A Multidimensional B-Spline Correction for Accurate Modeling Sugar Puckering in QM/MM Simulations
Ming Huang, Thakshila Dissanayake, Erich R. Kuechler, Brian K. Radak, Tai-Sung Lee, Timothy J. Giese, Darrin M. York
J. Chem. Theory Comput. (2017) 13, 3975-3984
The computational efficiency of approximate quantum mechanical methods allows their use for the construction of multidimensional reaction free energy profiles. It has recently been demonstrated that quantum models based on the neglect of diatomic differential overlap (NNDO) approximation have difficulty modeling deoxyribose and ribose sugar ring puckers and thus limit their predictive value in the study of RNA and DNA systems. A method has been introduced in our previous work to improve the description of the sugar puckering conformational landscape that uses a multidimensional B-spline correction map (BMAP correction) for systems involving intrinsically coupled torsion angles.
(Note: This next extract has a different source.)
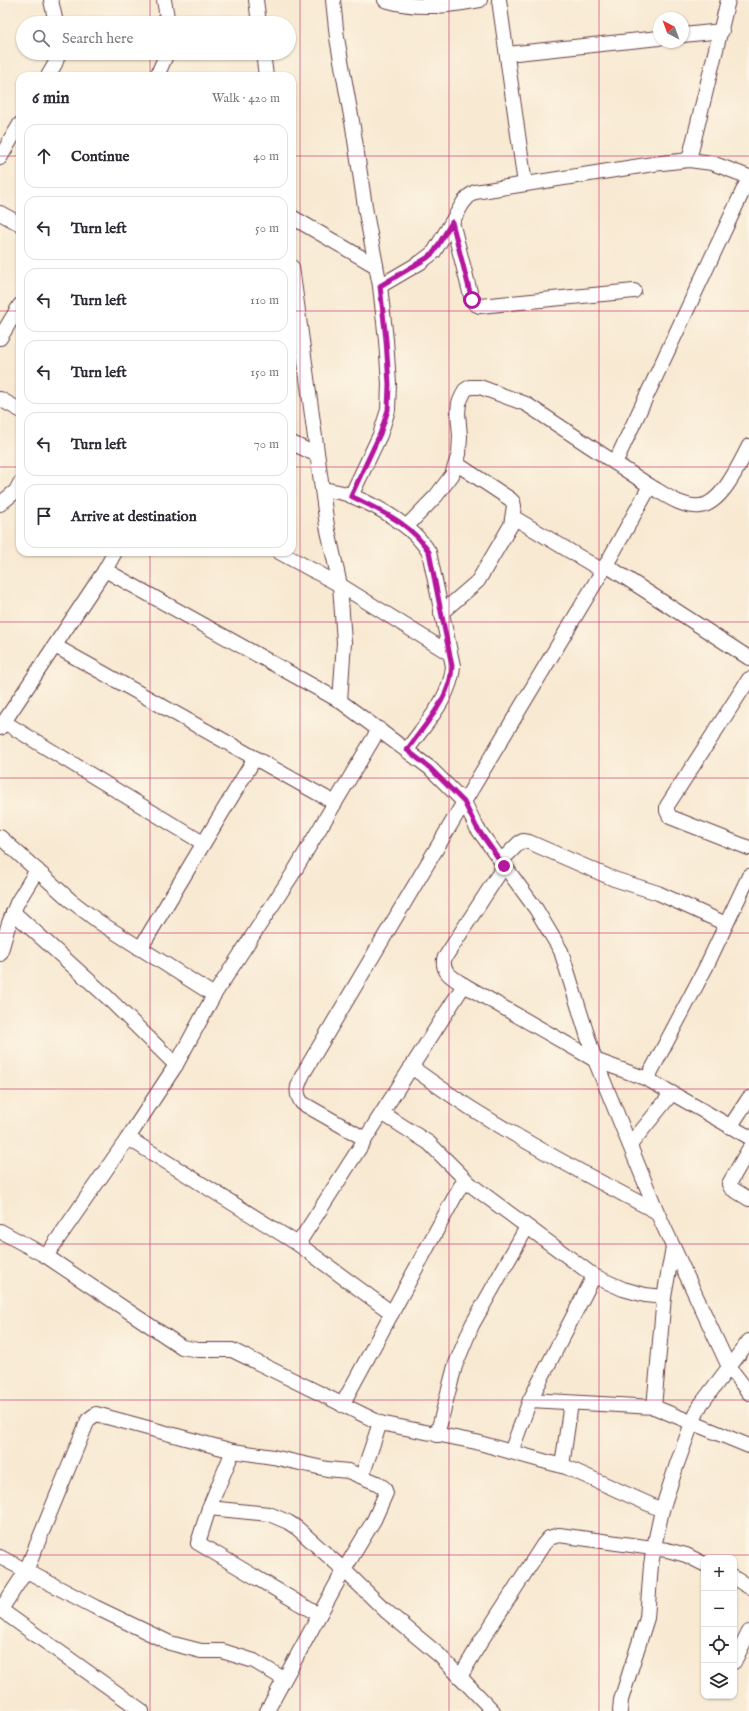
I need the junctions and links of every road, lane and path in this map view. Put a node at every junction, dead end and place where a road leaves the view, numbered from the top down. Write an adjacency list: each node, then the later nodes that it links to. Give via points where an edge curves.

This method greatly improved the adiabatic potential energy surface profiles of DNA and RNA sugar rings relative to high-level ab initio methods even for highly problematic NDDO-based models. In the present work, a BMAP correction is developed, implemented, and tested in molecular dynamics simulations using the AM1/d-PhoT semiempirical Hamiltonian for biological phosphoryl transfer reactions. Results are presented for gas-phase adiabatic potential energy surfaces of RNA transesterification model reactions and condensed-phase QM/MM free energy surfaces for nonenzymatic and RNase A-catalyzed transesterification reactions. The results show that the BMAP correction is stable, efficient, and leads to improvement in both the potential energy and free energy profiles for the reactions studied, as compared with ab initio and experimental reference data. Exploration of the effect of the size of the quantum mechanical region indicates the best agreement with experimental reaction barriers occurs when the full CpA dinucleotide substrate is treated quantum mechanically with the sugar pucker correction.